[BRIEF]:
Set down again exactly the lines of the listing below that fall between the line holding "cairo_font_options_t *options = cairo_font_options_create();" and the line holding "cairo_set_miter_limit(cr, 4);", inclusive.

[GIVEN ENTRIES]:
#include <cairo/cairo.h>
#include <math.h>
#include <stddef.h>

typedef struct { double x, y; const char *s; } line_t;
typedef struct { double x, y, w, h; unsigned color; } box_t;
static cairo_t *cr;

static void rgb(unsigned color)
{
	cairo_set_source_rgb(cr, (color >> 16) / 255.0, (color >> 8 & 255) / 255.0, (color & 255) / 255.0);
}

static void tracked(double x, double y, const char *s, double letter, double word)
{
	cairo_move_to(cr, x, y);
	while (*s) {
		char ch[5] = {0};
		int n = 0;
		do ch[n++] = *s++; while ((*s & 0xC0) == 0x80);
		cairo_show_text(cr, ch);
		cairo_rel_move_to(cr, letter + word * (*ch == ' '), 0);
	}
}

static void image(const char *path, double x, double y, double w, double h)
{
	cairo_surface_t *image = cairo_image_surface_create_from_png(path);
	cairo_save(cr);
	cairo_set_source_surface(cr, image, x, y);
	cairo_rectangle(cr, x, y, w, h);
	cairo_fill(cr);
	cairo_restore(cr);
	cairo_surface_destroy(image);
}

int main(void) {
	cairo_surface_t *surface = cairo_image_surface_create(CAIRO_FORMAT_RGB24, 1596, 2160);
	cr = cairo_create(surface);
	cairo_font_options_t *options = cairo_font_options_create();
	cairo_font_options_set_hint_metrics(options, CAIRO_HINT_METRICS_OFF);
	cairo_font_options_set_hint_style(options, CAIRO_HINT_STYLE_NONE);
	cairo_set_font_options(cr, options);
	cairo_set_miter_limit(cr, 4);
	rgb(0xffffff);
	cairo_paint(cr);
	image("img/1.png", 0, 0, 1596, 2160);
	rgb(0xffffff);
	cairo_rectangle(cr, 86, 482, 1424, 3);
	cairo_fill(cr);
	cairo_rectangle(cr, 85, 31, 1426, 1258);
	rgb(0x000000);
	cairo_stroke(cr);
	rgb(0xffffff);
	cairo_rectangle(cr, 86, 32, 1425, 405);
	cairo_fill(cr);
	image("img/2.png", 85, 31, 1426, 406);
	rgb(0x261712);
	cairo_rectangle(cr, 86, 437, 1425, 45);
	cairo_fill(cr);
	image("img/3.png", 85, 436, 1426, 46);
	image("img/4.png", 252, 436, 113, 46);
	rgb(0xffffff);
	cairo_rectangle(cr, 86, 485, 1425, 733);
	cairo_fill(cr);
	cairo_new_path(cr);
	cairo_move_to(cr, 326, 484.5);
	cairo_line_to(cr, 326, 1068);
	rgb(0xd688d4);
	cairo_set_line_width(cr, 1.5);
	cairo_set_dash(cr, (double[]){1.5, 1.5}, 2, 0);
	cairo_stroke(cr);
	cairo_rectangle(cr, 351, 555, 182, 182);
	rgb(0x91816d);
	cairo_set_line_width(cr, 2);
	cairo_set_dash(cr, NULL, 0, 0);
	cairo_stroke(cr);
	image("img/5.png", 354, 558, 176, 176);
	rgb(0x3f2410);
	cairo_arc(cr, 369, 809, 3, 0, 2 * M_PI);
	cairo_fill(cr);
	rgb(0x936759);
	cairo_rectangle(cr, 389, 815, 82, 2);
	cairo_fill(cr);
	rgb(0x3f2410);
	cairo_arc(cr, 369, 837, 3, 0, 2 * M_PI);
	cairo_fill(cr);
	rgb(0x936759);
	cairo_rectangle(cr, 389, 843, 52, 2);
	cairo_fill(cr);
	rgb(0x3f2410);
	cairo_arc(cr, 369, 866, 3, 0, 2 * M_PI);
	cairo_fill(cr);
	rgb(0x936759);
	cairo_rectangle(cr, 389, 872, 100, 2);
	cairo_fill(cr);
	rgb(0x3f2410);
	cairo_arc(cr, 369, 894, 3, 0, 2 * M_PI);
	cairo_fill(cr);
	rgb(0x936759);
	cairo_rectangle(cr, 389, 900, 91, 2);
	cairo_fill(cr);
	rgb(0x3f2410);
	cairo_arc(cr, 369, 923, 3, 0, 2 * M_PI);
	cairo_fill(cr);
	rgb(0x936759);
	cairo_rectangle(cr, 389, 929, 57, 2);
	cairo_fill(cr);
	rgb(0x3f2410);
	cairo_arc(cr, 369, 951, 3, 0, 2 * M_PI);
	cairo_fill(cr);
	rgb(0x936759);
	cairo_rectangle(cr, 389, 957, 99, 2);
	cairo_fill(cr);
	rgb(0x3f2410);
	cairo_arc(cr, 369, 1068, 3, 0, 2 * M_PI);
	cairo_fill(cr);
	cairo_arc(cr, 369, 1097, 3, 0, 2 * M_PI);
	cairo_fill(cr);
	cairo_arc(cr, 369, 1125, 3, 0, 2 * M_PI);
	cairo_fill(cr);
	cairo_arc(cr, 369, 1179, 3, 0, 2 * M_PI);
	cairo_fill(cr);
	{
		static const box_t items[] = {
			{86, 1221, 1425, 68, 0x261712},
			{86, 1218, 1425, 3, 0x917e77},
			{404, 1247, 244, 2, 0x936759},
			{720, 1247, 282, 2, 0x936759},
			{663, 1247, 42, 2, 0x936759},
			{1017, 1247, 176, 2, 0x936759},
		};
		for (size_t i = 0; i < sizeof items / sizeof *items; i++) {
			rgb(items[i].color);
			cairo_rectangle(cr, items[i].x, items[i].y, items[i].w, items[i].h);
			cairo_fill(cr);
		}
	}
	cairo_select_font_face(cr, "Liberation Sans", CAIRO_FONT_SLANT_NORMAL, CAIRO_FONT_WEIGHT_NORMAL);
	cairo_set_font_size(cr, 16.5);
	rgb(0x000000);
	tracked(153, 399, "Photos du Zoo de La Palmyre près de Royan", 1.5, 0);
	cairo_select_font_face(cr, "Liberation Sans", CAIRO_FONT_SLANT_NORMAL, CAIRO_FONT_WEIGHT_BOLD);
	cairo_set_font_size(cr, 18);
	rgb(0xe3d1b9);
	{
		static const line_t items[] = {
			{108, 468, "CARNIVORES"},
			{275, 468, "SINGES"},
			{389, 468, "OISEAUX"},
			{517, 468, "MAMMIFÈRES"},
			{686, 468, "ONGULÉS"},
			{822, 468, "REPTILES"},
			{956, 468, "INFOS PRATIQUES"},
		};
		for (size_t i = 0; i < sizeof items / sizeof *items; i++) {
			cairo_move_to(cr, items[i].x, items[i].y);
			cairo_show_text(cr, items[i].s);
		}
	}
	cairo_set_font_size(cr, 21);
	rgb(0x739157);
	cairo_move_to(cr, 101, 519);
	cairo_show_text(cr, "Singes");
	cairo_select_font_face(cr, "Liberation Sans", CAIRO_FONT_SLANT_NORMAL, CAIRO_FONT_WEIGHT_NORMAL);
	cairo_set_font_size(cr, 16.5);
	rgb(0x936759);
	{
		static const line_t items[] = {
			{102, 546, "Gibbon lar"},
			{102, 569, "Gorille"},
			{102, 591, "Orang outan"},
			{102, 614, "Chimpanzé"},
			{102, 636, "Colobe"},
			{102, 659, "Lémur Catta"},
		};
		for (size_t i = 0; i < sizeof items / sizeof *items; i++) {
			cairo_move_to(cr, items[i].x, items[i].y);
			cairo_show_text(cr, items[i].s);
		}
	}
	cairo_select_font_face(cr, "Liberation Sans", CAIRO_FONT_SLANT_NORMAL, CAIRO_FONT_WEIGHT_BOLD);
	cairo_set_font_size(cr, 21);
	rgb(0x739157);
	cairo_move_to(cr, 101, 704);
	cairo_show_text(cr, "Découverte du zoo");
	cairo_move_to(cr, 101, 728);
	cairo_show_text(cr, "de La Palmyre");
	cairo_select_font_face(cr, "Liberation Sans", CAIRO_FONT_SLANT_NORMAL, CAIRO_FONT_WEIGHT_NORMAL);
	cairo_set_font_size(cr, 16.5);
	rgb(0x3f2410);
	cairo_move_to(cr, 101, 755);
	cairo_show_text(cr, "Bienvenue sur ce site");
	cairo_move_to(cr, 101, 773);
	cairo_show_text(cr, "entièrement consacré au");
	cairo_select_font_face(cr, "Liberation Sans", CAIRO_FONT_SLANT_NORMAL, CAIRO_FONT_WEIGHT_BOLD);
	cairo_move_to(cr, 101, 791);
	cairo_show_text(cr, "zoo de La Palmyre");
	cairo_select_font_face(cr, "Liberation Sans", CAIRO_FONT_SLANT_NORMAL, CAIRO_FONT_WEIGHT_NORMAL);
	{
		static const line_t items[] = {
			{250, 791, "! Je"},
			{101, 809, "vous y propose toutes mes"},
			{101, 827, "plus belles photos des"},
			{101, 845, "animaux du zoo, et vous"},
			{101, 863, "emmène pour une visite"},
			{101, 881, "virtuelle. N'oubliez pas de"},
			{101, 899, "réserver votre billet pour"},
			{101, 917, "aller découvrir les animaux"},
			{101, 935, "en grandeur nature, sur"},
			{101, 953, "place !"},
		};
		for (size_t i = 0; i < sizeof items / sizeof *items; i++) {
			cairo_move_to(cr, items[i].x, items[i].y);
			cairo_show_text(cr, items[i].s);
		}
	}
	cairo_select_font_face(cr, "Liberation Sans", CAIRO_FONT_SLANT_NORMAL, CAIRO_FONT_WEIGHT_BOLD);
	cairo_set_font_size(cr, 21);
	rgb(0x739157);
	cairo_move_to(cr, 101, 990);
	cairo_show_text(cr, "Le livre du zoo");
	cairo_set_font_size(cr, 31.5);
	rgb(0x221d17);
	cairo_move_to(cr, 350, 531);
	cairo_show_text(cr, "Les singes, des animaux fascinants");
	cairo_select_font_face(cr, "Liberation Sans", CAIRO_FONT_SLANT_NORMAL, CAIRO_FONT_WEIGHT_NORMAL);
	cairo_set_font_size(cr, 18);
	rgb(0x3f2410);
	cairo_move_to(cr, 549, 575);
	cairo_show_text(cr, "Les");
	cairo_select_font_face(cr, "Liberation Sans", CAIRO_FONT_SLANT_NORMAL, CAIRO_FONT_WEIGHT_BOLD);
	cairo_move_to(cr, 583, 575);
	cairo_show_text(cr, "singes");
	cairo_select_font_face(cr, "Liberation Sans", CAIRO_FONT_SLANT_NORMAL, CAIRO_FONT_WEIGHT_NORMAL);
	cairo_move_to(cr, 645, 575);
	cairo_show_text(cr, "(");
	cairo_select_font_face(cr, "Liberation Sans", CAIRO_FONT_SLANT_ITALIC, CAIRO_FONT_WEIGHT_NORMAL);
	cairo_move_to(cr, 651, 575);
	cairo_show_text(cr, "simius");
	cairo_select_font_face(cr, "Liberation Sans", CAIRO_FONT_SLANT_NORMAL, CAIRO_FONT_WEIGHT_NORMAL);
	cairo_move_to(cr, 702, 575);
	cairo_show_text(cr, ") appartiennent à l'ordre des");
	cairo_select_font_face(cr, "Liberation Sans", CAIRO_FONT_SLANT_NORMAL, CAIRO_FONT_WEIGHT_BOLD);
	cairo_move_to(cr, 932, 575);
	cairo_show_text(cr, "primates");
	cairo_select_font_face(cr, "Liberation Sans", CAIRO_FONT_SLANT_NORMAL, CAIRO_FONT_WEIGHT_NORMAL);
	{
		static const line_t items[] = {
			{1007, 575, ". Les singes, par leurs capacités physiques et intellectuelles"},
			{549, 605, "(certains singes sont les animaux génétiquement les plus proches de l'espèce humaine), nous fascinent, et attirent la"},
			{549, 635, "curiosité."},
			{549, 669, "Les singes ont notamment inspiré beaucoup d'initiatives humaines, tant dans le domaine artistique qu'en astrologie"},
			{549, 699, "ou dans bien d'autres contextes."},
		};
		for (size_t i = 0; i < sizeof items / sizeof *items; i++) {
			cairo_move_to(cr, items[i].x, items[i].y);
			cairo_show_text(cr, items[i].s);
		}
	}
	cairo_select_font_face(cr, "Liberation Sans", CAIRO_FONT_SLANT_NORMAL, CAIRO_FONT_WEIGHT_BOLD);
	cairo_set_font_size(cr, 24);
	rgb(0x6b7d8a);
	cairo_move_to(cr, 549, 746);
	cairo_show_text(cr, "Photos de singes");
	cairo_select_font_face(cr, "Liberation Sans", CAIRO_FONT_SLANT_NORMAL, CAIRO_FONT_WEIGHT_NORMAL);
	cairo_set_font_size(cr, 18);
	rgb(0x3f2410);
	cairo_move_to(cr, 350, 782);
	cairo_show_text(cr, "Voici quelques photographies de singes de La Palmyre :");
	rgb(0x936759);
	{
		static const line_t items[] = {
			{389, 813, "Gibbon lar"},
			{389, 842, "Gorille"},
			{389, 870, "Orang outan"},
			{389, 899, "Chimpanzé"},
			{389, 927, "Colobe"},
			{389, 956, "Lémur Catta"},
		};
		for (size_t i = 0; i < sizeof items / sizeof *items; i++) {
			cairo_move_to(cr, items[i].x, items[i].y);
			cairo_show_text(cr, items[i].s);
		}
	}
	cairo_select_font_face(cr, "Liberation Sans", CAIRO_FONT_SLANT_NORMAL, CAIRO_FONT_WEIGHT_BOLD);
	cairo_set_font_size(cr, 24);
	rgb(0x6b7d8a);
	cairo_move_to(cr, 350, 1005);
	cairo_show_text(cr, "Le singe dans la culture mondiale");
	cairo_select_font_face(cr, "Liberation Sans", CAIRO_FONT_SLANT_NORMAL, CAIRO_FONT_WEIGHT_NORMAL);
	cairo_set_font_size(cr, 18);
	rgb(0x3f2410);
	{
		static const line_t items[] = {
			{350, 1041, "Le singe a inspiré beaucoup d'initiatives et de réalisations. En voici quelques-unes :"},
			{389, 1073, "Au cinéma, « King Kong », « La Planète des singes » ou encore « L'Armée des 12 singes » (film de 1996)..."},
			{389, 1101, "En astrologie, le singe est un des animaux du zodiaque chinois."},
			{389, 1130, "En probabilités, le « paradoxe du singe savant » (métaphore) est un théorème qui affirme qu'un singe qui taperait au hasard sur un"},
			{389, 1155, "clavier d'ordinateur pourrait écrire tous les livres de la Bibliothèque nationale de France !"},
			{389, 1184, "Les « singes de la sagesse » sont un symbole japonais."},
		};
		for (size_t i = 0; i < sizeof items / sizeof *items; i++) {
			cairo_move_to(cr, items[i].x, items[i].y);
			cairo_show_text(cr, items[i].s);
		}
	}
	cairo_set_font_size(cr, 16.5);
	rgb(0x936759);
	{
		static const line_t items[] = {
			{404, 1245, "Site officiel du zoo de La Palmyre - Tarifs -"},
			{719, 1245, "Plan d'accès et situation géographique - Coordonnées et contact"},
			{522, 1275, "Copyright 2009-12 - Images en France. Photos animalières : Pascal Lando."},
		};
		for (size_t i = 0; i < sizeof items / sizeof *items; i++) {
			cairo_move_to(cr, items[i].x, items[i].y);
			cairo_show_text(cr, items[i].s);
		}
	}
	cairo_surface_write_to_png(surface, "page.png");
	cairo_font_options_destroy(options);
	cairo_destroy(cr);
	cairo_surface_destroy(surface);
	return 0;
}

[REPLY]:
	cairo_font_options_t *options = cairo_font_options_create();
	cairo_font_options_set_hint_metrics(options, CAIRO_HINT_METRICS_OFF);
	cairo_font_options_set_hint_style(options, CAIRO_HINT_STYLE_NONE);
	cairo_set_font_options(cr, options);
	cairo_set_miter_limit(cr, 4);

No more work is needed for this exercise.